TASK BRIEF. Your answer must be a single number: how many lines in the records include the word "Douglas".
[Start of Attachment]
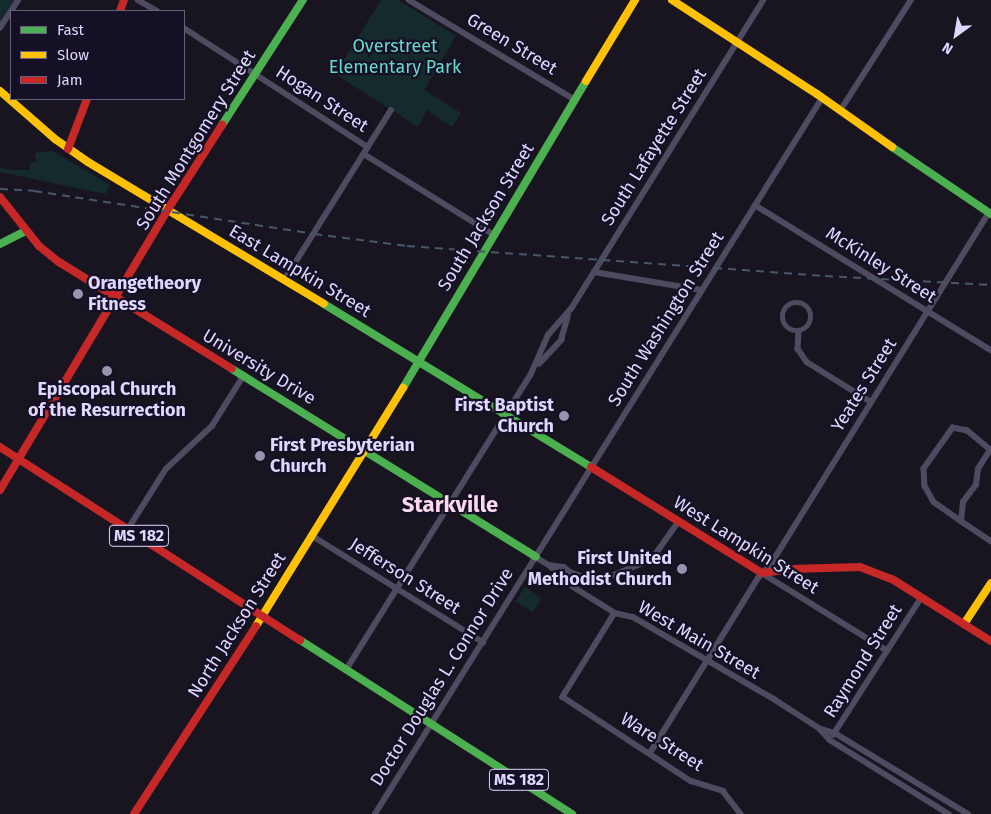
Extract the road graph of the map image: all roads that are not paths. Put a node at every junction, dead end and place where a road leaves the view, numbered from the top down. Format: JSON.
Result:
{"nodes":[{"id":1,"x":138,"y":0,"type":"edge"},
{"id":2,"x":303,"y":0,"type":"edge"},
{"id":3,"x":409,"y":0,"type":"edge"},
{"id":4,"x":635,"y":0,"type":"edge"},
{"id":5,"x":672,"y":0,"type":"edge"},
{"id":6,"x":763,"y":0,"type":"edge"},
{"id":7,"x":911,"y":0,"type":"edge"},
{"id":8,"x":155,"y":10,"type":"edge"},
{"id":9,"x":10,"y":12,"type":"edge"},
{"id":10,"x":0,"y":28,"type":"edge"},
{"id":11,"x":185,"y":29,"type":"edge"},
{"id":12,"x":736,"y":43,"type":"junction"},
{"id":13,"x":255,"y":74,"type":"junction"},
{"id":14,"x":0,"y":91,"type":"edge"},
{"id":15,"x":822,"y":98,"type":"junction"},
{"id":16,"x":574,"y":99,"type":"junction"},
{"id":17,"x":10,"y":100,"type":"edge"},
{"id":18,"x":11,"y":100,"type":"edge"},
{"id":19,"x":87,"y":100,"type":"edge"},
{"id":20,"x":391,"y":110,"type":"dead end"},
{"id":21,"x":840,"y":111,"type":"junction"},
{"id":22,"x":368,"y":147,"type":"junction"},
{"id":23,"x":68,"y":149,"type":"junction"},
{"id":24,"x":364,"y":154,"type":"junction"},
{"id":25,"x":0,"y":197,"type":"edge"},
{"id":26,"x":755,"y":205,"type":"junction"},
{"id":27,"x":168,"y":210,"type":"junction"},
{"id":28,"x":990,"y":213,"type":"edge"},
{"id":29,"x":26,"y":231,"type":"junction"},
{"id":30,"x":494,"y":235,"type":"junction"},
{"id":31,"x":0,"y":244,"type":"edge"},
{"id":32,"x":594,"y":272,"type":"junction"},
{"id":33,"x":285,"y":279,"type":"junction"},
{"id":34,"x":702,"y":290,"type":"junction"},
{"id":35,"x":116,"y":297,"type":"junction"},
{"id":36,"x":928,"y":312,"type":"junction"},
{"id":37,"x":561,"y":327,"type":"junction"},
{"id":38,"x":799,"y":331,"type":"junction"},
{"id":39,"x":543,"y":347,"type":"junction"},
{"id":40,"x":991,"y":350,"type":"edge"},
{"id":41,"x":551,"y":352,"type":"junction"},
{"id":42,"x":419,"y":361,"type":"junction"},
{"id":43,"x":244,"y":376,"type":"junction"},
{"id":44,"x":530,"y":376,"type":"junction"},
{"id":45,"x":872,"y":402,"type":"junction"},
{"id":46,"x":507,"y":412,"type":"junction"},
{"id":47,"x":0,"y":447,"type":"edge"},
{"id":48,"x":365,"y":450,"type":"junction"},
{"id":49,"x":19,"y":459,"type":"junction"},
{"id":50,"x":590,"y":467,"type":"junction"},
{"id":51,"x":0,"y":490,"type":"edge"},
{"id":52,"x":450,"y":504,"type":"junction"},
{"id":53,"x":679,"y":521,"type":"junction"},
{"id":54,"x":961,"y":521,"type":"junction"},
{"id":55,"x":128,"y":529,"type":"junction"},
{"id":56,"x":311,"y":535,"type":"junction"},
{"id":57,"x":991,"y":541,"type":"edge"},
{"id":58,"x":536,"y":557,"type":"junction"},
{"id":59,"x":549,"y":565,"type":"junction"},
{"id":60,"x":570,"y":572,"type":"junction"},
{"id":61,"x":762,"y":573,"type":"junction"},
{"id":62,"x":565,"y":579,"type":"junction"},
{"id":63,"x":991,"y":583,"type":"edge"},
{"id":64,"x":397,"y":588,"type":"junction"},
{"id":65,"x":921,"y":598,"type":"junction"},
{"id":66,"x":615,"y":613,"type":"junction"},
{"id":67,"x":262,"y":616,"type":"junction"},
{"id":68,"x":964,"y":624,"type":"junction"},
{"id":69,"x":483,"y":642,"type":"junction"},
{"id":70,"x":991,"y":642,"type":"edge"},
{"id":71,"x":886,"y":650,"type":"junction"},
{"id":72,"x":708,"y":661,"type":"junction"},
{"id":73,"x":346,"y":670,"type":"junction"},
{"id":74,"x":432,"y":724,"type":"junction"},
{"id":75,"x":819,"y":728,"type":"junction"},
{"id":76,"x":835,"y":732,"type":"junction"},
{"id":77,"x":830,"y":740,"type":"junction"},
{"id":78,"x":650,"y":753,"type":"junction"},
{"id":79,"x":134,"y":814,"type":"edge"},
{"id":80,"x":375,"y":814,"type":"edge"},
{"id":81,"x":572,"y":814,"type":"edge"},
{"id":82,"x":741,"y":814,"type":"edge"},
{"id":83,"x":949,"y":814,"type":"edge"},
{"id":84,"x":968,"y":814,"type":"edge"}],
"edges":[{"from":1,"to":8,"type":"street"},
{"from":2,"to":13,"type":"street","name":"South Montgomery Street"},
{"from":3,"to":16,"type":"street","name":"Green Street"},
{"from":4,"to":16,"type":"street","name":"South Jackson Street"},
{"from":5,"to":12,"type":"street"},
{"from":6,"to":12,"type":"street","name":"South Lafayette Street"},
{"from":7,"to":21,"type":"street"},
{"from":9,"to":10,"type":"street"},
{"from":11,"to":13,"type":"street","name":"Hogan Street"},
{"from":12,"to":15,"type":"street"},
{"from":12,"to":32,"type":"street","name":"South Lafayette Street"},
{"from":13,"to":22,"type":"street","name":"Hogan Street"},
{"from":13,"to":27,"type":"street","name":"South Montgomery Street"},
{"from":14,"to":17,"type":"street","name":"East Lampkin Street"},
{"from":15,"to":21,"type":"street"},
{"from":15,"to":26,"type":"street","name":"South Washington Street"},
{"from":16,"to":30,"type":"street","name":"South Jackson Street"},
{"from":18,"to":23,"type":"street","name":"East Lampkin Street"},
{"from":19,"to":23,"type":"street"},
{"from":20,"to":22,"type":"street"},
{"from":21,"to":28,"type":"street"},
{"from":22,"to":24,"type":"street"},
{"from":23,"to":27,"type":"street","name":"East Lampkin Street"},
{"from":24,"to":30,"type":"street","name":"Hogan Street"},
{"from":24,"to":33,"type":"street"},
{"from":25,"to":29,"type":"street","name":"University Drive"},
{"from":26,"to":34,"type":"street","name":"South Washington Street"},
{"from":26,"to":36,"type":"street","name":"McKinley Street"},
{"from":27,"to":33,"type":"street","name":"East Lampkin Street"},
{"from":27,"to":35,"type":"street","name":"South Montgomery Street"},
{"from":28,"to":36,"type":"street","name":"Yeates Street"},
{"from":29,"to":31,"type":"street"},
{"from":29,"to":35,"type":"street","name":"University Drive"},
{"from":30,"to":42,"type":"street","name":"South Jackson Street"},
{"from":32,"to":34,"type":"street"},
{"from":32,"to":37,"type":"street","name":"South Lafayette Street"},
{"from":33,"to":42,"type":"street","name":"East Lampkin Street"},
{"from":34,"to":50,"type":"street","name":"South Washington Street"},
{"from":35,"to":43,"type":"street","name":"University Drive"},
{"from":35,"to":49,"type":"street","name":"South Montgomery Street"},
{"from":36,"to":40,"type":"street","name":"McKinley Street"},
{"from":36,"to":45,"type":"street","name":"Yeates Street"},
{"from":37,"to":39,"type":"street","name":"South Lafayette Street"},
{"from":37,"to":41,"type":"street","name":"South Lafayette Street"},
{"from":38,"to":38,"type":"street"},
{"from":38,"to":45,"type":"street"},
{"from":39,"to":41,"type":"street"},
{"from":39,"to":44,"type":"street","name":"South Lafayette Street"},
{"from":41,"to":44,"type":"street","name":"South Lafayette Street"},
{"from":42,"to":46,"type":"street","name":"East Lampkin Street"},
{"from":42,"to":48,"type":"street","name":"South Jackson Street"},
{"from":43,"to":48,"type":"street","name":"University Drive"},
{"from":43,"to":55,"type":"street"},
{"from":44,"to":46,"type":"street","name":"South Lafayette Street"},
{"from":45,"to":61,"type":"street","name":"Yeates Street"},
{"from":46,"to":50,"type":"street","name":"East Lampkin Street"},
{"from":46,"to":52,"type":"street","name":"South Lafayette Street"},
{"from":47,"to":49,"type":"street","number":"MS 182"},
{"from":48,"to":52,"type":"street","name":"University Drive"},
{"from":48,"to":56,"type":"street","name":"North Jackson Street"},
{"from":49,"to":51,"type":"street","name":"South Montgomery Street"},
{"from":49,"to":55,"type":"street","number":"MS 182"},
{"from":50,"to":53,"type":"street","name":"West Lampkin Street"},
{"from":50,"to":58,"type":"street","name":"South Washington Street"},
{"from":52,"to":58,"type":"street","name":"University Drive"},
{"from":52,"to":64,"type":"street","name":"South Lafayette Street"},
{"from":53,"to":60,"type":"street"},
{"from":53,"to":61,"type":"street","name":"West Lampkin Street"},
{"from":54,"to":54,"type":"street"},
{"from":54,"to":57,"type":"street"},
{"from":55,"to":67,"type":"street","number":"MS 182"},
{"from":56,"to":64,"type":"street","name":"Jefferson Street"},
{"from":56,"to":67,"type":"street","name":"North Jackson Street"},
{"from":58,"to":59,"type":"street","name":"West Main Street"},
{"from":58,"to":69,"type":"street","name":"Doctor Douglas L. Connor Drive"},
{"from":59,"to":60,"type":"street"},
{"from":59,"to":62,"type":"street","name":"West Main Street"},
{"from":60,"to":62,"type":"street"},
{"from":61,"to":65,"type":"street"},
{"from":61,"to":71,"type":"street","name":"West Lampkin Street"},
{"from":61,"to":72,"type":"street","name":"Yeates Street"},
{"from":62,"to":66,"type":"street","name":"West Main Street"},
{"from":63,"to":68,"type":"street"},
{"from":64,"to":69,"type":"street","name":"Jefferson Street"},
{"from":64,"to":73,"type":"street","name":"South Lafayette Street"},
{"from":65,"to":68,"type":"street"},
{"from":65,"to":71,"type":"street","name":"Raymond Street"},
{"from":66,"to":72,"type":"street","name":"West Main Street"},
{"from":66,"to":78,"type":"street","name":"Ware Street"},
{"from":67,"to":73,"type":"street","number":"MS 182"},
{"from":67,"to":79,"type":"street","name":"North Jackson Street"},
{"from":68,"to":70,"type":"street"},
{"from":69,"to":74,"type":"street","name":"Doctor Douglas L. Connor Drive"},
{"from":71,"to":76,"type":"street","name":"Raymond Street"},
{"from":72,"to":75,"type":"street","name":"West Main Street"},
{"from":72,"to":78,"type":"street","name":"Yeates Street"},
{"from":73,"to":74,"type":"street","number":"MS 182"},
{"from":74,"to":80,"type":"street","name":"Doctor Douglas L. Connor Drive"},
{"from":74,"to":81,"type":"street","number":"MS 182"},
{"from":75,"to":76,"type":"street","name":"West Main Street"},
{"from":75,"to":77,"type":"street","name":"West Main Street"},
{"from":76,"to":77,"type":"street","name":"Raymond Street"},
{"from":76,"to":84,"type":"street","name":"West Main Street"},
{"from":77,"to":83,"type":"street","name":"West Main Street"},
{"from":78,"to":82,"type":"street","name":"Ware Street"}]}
[End of Attachment]
YOUR SOLUTION. 3